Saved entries
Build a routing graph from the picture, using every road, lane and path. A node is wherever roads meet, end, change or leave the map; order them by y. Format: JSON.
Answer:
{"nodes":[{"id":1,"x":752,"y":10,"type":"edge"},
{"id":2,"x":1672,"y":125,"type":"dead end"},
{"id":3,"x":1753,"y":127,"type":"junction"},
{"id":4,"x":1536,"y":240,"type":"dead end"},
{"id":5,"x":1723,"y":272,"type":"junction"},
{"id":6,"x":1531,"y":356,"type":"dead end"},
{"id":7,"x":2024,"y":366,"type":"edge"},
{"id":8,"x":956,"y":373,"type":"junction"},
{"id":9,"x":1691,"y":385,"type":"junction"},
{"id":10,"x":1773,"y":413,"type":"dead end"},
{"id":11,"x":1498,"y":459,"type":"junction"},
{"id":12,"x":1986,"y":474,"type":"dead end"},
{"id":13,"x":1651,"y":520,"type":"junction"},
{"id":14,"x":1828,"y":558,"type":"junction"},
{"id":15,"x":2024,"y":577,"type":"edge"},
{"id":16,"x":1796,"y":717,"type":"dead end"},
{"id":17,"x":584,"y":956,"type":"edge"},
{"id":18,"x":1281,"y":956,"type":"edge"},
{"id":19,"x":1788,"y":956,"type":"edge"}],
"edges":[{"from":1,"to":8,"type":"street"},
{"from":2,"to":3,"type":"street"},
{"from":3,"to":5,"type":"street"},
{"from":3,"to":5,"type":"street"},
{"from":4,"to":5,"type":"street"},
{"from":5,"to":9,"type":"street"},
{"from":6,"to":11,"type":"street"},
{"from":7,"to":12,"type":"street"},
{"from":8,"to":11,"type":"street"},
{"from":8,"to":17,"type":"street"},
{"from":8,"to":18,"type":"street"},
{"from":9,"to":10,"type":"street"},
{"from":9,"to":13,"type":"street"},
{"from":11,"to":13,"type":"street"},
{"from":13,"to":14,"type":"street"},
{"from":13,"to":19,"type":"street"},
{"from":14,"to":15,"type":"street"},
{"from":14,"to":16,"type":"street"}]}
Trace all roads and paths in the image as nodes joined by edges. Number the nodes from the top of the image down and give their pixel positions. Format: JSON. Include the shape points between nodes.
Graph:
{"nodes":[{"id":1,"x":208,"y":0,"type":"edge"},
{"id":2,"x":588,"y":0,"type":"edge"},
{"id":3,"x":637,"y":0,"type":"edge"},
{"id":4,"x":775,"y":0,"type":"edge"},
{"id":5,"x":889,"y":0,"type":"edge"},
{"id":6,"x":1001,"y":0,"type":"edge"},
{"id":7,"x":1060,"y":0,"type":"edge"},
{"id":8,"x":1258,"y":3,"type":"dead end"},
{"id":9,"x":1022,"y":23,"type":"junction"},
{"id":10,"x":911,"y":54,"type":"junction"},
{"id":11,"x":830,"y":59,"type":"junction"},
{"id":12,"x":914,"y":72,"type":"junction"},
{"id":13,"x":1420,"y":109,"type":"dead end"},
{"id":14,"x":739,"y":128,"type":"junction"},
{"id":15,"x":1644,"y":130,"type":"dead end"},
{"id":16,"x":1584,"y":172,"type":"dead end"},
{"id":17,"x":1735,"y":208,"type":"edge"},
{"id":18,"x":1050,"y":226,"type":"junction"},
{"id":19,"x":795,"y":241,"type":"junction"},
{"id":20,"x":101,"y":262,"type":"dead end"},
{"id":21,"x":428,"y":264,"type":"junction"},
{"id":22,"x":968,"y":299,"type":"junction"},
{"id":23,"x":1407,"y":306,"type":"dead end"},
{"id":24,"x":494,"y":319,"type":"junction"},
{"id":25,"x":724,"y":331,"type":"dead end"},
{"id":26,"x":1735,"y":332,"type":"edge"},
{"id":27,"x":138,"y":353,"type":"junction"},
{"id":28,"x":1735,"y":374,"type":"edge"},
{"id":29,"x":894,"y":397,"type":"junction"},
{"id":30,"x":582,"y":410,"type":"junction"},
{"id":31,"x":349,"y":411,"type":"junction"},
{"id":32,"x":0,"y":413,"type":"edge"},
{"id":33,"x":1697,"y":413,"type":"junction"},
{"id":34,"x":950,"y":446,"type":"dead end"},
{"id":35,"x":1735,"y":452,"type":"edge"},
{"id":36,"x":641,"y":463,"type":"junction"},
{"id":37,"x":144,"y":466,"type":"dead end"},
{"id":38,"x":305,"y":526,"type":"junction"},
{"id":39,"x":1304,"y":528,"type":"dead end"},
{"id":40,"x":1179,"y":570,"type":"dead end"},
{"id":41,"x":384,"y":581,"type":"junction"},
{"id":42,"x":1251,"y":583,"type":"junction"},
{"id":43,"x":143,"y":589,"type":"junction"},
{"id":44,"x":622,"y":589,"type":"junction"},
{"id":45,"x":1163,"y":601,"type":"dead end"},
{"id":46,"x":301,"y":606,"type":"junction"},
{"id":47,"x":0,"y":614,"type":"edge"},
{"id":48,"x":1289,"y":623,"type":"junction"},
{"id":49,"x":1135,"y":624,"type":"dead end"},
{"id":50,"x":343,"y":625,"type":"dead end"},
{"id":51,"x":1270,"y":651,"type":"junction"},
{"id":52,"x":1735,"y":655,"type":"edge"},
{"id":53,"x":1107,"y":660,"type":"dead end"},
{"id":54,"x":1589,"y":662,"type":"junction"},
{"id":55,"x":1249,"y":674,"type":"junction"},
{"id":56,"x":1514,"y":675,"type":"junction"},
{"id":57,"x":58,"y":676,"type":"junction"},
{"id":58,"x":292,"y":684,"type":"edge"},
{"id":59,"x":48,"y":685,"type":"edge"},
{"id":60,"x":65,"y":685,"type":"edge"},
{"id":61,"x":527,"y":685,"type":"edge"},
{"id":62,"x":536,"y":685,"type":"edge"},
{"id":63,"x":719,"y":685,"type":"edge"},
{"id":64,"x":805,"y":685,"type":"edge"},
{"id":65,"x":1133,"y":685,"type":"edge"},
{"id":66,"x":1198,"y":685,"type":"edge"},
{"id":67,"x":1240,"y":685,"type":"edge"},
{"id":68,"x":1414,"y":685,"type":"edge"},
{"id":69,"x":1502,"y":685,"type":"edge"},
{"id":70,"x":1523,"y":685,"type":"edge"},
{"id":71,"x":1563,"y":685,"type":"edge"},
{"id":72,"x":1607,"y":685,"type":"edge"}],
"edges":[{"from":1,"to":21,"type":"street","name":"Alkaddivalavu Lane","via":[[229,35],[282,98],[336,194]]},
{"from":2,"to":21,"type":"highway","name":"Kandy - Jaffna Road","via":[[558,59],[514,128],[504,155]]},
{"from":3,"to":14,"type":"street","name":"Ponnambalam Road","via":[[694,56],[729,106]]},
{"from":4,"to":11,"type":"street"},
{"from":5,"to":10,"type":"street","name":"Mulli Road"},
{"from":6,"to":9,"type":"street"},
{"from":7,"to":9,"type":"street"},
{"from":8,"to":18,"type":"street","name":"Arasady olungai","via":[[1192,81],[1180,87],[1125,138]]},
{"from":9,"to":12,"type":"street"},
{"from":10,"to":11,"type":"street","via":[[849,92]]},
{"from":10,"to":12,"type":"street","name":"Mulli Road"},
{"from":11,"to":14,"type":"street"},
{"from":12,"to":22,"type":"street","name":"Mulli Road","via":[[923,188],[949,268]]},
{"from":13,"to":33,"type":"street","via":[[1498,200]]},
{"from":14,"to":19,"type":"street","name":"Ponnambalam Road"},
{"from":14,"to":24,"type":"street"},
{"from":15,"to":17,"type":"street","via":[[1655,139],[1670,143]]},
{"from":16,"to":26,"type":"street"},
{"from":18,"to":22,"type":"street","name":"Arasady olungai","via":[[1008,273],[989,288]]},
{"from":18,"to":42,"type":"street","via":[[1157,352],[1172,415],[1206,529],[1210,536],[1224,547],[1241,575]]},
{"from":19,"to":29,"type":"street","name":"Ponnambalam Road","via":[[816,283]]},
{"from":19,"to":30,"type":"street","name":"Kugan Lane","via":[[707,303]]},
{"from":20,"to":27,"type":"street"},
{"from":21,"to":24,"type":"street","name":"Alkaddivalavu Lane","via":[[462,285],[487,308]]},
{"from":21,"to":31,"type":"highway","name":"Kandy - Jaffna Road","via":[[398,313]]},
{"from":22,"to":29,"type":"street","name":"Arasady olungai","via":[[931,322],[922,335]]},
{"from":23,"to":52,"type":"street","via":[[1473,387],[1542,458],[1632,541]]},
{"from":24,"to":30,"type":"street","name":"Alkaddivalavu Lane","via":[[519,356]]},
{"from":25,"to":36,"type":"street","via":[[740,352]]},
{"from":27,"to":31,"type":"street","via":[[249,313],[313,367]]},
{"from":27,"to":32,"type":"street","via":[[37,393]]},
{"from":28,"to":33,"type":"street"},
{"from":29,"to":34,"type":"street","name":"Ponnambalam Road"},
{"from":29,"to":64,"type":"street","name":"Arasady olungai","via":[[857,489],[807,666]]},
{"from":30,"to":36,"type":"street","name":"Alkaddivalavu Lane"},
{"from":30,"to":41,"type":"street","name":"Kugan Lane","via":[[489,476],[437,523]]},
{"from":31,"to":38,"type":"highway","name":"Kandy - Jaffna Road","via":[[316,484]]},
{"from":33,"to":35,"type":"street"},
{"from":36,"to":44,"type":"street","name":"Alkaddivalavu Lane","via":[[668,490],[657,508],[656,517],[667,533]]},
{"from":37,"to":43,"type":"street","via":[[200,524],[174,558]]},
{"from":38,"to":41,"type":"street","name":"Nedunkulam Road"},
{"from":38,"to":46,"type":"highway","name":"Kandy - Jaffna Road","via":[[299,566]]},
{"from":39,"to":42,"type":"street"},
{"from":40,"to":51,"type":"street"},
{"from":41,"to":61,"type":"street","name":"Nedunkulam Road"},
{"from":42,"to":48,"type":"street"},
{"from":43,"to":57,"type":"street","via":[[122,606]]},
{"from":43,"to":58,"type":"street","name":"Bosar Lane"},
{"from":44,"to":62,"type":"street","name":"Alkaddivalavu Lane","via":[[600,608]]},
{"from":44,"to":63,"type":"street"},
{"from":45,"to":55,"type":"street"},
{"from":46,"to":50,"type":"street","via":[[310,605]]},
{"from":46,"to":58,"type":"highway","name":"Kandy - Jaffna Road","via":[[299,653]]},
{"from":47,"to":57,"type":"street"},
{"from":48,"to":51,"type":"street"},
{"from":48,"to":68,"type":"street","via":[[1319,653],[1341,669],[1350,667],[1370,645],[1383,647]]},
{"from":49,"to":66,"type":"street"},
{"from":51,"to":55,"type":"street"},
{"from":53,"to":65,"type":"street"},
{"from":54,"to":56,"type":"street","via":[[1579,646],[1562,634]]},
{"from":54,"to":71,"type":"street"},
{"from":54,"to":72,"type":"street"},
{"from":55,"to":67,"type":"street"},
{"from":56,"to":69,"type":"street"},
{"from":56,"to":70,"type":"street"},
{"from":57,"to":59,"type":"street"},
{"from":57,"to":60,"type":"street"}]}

_Problem details_
List every line above containing the word "Kugan".

_Response box_
{"from":19,"to":30,"type":"street","name":"Kugan Lane","via":[[707,303]]},
{"from":30,"to":41,"type":"street","name":"Kugan Lane","via":[[489,476],[437,523]]},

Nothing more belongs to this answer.